> **What to produce**: Whenever a line of the records below contains the word "roads", copy that line.
- - -
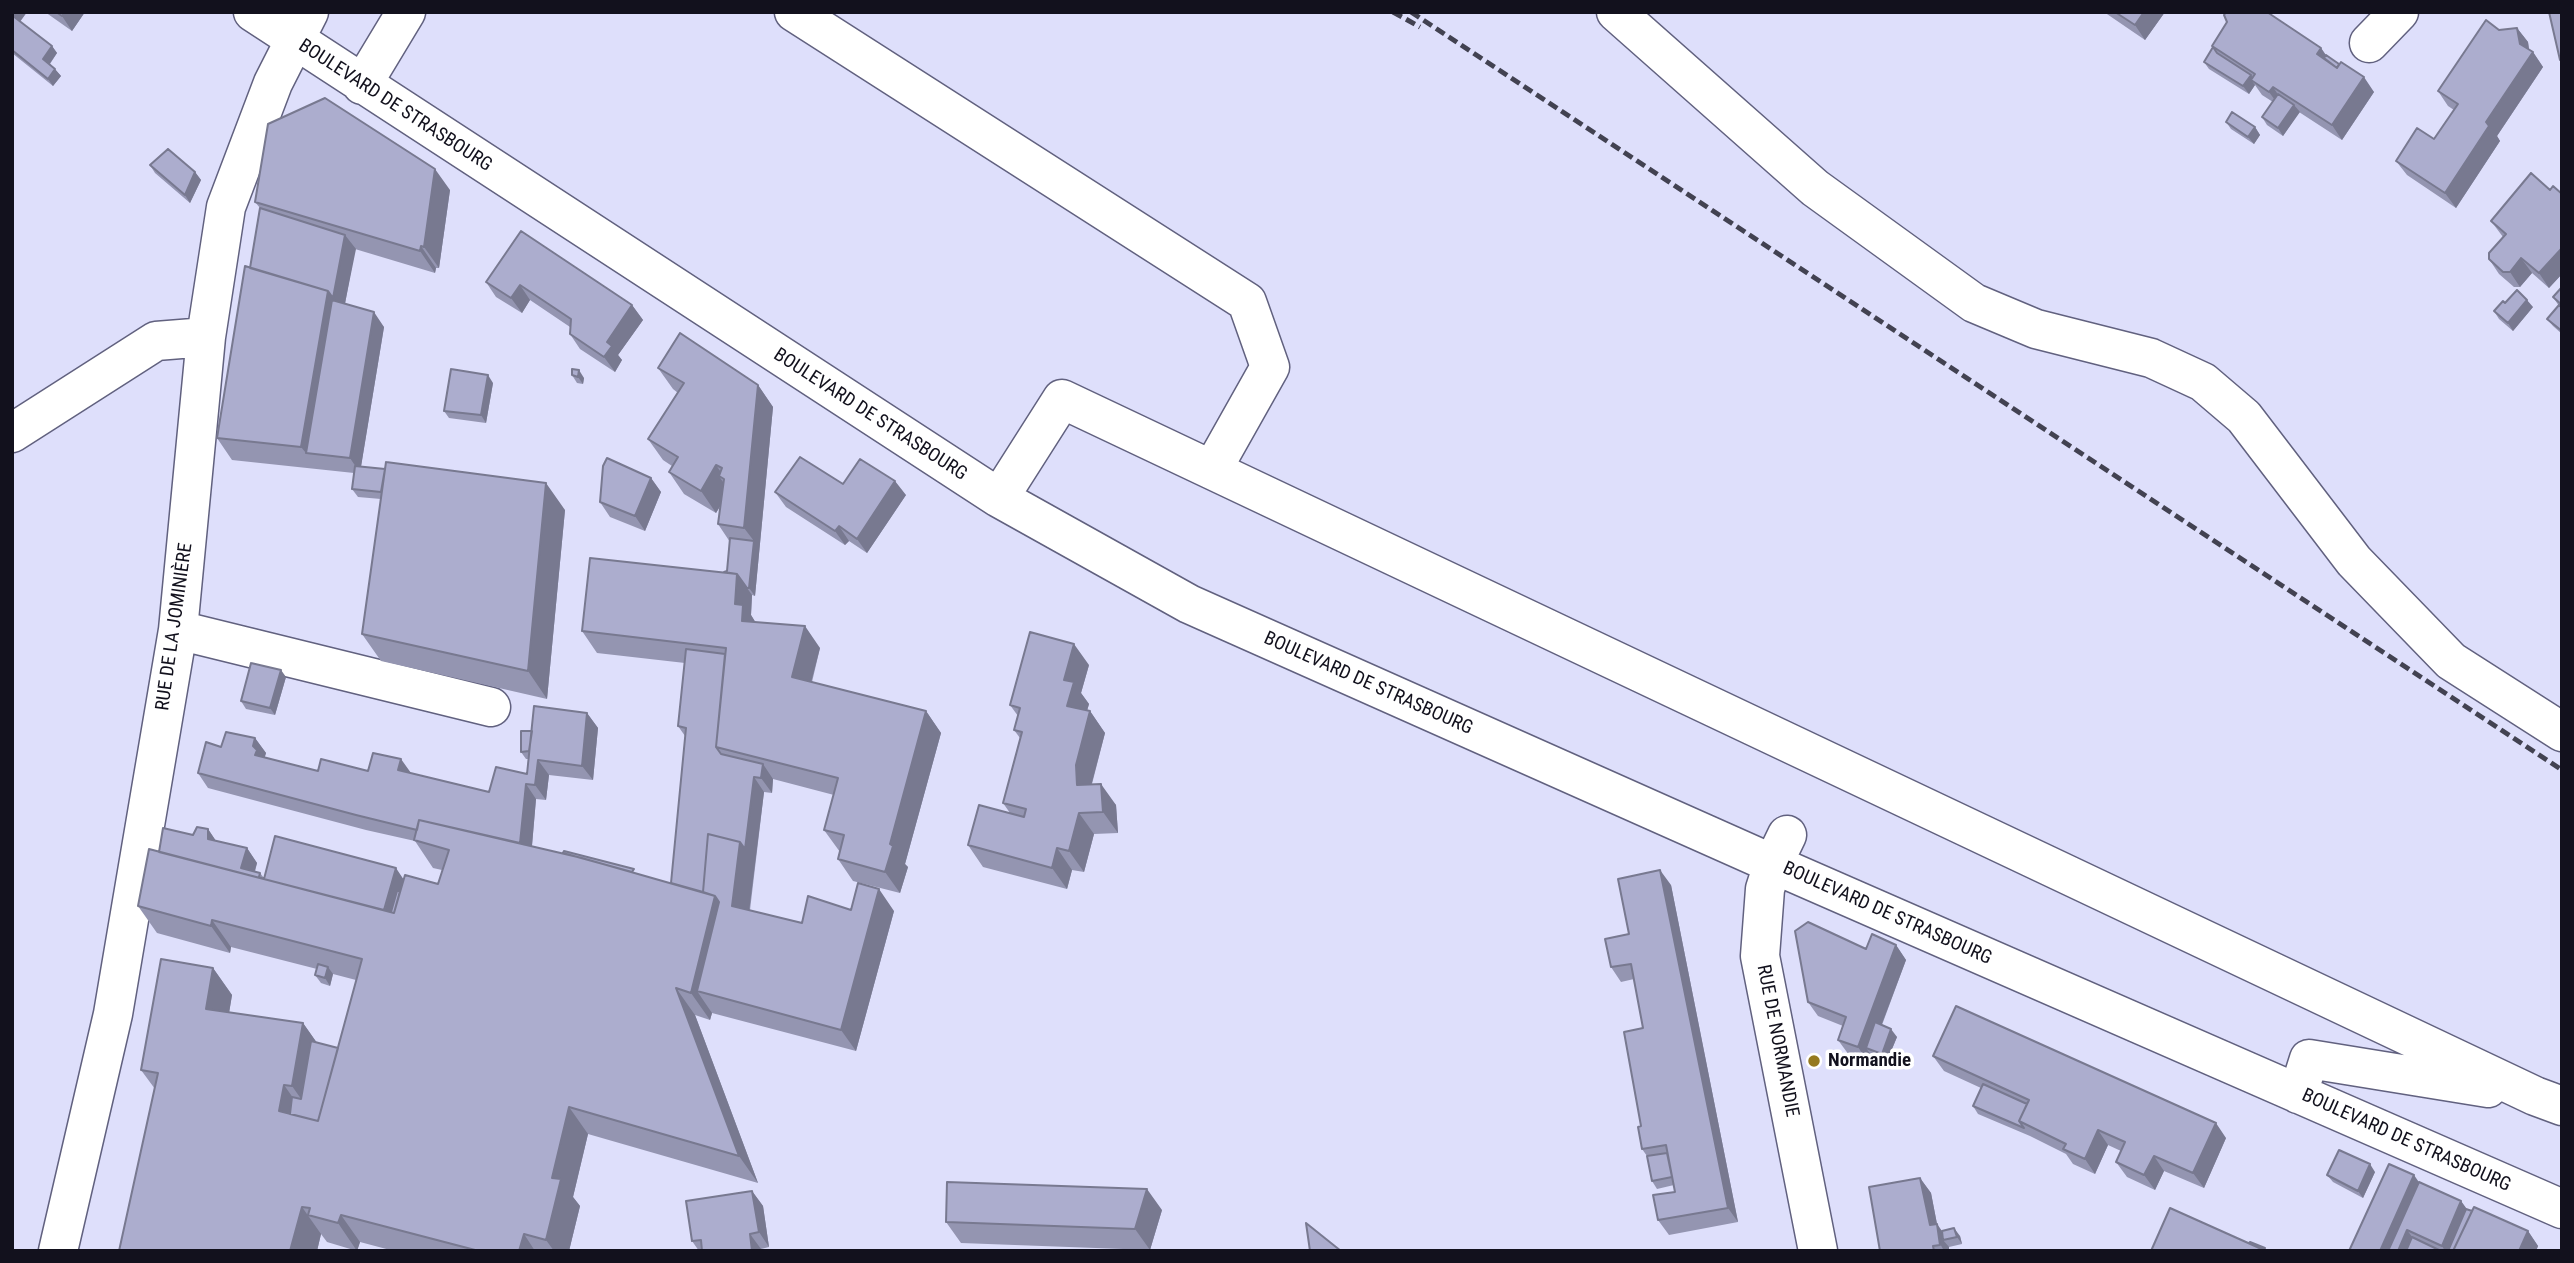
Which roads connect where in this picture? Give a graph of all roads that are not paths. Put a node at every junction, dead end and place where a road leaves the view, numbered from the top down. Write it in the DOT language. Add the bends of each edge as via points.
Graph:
graph roads {
  1 [pos="253,12"];
  2 [pos="406,12"];
  3 [pos="794,12"];
  4 [pos="1616,12"];
  5 [pos="2399,12"];
  6 [pos="302,26"];
  7 [pos="2369,43"];
  8 [pos="362,85"];
  9 [pos="206,337"];
  10 [pos="12,433"];
  11 [pos="1212,470"];
  12 [pos="999,498"];
  13 [pos="178,630"];
  14 [pos="491,708"];
  15 [pos="2562,732"];
  16 [pos="1780,849"];
  17 [pos="2298,1094"];
  18 [pos="2548,1101"];
  19 [pos="2562,1209"];
  20 [pos="58,1251"];
  21 [pos="1818,1251"];
  1 -- 6 [label="street, BOULEVARD DE STRASBOURG"];
  2 -- 8 [label="street"];
  3 -- 11 [label="street" via="1247,302 1270,367"];
  4 -- 15 [label="street" via="1815,188 1974,303 2036,328 2151,358 2203,382 2244,417 2354,561 2451,661"];
  5 -- 7 [label="street"];
  6 -- 8 [label="street, BOULEVARD DE STRASBOURG"];
  6 -- 9 [label="street, RUE DE LA JOMINIÈRE" via="273,83 226,207"];
  8 -- 12 [label="street, BOULEVARD DE STRASBOURG"];
  9 -- 10 [label="street" via="156,341"];
  9 -- 13 [label="street, RUE DE LA JOMINIÈRE"];
  11 -- 12 [label="street" via="1062,399"];
  11 -- 18 [label="street"];
  12 -- 16 [label="street, BOULEVARD DE STRASBOURG" via="1188,604"];
  13 -- 14 [label="street"];
  13 -- 20 [label="street, RUE DE LA JOMINIÈRE" via="113,1014"];
  16 -- 17 [label="street, BOULEVARD DE STRASBOURG"];
  16 -- 21 [label="street, RUE DE NORMANDIE" via="1765,889 1760,956"];
  17 -- 18 [label="street" via="2309,1059"];
  17 -- 19 [label="street, BOULEVARD DE STRASBOURG"];
}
- - -
> **Task output**:
Which roads connect where in this picture? Give a graph of all roads that are not paths. Put a node at every junction, dead end and place where a road leaves the view, numbered from the top down. Write it in the DOT language. Add the bends of each edge as via points.
graph roads {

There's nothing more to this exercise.